----- Data to process -----

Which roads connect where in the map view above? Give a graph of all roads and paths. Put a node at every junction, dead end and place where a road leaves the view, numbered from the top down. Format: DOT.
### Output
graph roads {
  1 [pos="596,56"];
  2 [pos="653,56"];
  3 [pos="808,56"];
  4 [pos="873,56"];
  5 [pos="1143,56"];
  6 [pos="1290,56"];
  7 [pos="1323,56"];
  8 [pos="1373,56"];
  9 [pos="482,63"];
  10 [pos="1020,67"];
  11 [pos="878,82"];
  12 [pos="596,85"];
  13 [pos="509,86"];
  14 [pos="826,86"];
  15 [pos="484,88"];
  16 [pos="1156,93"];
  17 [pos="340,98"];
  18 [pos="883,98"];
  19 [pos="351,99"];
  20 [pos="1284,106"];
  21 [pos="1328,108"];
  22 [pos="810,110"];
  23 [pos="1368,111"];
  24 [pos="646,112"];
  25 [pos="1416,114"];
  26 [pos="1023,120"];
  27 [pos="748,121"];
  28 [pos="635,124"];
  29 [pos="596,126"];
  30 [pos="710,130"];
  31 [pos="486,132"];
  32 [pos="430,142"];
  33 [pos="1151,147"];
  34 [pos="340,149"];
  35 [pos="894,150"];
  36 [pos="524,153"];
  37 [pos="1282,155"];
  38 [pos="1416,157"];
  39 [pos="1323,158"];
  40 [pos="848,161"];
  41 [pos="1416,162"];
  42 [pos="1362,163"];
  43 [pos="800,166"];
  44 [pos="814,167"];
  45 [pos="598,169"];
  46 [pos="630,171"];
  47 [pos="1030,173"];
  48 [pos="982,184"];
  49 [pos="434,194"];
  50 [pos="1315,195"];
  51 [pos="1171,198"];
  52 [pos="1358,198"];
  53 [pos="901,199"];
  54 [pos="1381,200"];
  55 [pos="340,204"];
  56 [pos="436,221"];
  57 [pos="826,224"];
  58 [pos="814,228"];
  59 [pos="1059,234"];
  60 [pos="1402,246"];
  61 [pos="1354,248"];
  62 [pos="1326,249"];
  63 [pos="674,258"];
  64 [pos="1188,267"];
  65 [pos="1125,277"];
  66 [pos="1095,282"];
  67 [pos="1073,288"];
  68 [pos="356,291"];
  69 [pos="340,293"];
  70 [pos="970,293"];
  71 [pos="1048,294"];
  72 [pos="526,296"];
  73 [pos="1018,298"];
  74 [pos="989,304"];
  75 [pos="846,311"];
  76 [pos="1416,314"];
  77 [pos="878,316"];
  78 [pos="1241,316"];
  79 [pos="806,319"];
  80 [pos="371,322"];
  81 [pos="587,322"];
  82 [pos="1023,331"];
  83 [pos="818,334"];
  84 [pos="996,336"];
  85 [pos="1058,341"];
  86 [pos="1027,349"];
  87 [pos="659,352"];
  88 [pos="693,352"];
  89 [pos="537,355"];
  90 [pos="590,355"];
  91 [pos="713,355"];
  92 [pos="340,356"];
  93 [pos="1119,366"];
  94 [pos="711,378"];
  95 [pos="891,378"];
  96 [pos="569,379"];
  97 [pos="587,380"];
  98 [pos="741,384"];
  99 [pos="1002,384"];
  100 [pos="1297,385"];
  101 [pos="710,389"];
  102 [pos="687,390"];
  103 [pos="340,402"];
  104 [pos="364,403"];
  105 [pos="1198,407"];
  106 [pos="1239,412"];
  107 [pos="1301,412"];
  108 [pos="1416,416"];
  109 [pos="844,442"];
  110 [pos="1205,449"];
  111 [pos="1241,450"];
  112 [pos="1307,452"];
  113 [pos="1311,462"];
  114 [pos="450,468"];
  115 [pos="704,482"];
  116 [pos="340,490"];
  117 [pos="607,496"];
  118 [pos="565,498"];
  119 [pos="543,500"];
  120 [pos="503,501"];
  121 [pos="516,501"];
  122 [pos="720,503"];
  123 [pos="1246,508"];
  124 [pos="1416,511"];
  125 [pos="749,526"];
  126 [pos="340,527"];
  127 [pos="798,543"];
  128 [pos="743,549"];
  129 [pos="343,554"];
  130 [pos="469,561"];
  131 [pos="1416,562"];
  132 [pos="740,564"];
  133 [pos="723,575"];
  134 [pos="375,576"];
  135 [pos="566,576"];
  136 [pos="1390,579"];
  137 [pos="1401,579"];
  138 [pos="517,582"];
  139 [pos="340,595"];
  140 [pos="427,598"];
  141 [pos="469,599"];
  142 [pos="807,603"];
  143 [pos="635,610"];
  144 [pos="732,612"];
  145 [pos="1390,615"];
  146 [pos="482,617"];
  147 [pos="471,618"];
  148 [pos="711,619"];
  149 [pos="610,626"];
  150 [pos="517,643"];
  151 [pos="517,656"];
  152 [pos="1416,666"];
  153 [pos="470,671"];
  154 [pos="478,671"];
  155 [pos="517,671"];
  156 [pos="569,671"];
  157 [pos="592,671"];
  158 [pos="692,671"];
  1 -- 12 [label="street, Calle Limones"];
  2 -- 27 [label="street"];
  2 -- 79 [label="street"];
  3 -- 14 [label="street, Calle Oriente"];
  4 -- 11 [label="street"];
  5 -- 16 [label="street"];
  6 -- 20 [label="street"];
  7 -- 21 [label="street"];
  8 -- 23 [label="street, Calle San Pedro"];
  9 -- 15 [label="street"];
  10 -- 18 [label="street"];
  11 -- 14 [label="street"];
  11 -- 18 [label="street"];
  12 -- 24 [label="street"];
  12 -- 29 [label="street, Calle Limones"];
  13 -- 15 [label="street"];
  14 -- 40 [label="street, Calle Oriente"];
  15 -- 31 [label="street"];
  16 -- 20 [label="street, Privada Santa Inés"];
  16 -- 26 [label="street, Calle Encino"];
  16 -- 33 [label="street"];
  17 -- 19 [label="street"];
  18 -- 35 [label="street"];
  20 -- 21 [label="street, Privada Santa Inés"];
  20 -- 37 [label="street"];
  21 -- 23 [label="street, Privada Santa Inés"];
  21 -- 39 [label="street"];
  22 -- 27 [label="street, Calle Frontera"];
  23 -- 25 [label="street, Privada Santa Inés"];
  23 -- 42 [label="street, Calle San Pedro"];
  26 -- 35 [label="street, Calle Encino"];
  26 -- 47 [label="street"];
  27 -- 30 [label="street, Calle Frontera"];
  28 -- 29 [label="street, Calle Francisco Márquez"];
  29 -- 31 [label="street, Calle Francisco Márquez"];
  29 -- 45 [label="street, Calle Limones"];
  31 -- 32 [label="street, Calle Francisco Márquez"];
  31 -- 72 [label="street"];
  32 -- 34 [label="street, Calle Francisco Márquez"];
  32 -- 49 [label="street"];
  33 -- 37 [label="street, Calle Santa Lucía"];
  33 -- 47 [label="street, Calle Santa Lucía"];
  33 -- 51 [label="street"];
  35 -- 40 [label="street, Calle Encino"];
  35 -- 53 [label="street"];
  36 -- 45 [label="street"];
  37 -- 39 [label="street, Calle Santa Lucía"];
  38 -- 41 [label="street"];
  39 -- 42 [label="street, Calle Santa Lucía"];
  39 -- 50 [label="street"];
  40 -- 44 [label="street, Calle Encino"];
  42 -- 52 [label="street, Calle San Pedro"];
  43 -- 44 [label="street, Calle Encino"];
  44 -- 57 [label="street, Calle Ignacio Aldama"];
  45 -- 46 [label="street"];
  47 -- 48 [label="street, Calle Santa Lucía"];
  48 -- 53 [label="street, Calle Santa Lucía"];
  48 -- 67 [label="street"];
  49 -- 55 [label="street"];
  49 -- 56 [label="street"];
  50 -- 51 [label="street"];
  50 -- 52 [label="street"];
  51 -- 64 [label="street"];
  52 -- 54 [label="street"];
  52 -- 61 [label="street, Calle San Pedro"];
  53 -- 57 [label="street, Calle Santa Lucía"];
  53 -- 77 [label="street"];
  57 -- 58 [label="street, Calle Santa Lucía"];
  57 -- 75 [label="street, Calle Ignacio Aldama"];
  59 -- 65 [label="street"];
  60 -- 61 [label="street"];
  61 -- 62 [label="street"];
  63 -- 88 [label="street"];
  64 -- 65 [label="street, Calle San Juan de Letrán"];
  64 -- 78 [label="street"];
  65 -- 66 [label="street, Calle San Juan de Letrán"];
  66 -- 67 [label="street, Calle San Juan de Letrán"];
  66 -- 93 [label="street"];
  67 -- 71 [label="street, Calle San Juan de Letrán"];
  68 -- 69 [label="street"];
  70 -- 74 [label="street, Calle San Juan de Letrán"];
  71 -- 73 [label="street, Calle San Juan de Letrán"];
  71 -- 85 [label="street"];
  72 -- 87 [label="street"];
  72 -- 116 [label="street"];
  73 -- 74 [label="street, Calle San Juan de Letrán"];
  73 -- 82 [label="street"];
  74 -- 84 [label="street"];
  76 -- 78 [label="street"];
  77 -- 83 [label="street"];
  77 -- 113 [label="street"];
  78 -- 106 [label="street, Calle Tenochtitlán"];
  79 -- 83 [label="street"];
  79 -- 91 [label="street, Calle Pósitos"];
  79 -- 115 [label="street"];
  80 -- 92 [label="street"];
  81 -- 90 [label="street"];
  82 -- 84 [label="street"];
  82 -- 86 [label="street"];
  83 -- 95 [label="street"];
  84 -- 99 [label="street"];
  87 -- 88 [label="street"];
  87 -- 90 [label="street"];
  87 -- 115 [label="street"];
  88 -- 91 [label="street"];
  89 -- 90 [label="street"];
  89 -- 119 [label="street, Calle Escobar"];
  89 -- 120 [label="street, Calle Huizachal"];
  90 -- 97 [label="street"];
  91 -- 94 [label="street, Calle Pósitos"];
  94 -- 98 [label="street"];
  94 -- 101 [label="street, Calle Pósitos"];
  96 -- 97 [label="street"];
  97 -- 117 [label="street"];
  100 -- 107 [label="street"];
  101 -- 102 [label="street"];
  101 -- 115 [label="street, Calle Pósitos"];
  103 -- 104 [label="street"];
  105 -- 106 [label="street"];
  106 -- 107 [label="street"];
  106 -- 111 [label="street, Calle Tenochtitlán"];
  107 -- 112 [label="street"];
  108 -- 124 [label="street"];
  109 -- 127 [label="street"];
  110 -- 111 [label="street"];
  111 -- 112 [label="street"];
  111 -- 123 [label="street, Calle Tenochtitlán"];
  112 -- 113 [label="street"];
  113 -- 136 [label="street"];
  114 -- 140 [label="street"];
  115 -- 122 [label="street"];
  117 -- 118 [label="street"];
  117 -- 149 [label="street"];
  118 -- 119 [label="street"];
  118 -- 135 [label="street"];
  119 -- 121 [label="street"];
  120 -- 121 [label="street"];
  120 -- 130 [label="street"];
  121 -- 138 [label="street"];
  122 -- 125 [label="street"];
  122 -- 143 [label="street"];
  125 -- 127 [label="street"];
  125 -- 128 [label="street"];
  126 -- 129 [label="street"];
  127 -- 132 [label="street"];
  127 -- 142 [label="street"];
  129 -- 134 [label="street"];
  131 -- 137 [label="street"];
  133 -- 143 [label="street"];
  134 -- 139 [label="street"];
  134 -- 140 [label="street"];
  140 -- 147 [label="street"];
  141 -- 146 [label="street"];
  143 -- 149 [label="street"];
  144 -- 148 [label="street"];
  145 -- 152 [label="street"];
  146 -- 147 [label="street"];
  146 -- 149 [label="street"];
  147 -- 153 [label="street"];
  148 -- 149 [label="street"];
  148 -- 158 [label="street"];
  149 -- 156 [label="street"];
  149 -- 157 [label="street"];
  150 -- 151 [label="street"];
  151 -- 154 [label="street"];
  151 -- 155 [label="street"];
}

-----

• Assigned task: Report every line of the entries that carries the word "Letrán".

• Output of the exercise:
  64 -- 65 [label="street, Calle San Juan de Letrán"];
  65 -- 66 [label="street, Calle San Juan de Letrán"];
  66 -- 67 [label="street, Calle San Juan de Letrán"];
  67 -- 71 [label="street, Calle San Juan de Letrán"];
  70 -- 74 [label="street, Calle San Juan de Letrán"];
  71 -- 73 [label="street, Calle San Juan de Letrán"];
  73 -- 74 [label="street, Calle San Juan de Letrán"];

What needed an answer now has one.